▶ **WORK REQUIRED**
The records follow. Filter them to the lines that hold "roads".

::::::

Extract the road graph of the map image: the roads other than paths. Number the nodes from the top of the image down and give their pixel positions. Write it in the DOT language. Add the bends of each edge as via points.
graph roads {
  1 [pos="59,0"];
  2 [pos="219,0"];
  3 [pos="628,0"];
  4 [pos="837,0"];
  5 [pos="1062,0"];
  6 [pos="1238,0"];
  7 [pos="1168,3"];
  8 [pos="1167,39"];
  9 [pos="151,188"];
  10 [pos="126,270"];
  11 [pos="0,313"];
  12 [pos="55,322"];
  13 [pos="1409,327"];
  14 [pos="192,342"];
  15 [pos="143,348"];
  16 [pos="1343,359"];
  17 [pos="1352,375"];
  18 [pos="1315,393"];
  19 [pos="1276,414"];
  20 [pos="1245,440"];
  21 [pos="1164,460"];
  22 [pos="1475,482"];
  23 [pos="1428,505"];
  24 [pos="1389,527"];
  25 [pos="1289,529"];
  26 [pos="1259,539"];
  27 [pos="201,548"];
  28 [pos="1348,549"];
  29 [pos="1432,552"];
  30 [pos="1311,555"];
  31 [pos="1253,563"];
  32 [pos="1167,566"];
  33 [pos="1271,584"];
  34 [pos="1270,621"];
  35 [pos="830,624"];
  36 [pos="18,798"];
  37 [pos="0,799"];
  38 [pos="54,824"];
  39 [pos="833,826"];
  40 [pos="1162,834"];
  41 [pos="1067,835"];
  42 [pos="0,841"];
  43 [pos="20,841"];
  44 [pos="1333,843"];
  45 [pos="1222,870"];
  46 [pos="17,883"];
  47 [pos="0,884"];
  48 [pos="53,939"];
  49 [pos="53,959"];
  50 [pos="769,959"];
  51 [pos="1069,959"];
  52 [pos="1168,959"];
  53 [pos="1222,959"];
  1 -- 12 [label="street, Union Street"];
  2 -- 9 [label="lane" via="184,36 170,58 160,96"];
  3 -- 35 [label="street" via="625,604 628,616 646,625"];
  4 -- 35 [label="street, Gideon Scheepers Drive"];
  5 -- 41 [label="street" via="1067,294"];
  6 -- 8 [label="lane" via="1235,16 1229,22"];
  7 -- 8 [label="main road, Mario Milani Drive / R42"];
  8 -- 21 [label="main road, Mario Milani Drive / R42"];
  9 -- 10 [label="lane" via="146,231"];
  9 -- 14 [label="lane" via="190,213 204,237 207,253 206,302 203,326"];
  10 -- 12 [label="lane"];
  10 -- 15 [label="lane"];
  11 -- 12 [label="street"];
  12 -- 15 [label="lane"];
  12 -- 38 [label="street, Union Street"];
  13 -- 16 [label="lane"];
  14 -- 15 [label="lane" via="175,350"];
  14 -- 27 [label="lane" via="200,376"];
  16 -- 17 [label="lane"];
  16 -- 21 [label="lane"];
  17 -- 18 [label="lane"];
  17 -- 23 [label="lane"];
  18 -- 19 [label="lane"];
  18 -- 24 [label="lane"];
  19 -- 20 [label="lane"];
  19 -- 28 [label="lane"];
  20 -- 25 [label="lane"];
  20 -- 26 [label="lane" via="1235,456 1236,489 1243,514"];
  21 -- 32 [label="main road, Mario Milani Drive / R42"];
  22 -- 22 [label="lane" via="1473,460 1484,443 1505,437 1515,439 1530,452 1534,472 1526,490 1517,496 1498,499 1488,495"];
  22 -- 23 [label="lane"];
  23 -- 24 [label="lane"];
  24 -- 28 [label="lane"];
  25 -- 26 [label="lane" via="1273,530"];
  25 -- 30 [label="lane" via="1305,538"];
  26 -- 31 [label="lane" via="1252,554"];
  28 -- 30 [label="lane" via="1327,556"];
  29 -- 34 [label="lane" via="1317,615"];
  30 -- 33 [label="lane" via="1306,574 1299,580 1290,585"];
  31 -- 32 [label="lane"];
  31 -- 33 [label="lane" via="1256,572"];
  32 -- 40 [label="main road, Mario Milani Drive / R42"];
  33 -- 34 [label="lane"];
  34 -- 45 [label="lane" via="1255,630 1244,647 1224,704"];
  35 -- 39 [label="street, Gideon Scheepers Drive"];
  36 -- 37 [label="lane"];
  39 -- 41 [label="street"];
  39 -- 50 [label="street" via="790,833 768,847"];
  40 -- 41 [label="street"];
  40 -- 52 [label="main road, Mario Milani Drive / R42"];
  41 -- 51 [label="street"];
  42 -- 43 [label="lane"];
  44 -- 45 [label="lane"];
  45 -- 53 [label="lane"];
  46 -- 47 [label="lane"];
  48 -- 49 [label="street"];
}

::::::

▶ **EXERCISE ANSWER**
Extract the road graph of the map image: the roads other than paths. Number the nodes from the top of the image down and give their pixel positions. Write it in the DOT language. Add the bends of each edge as via points.
graph roads {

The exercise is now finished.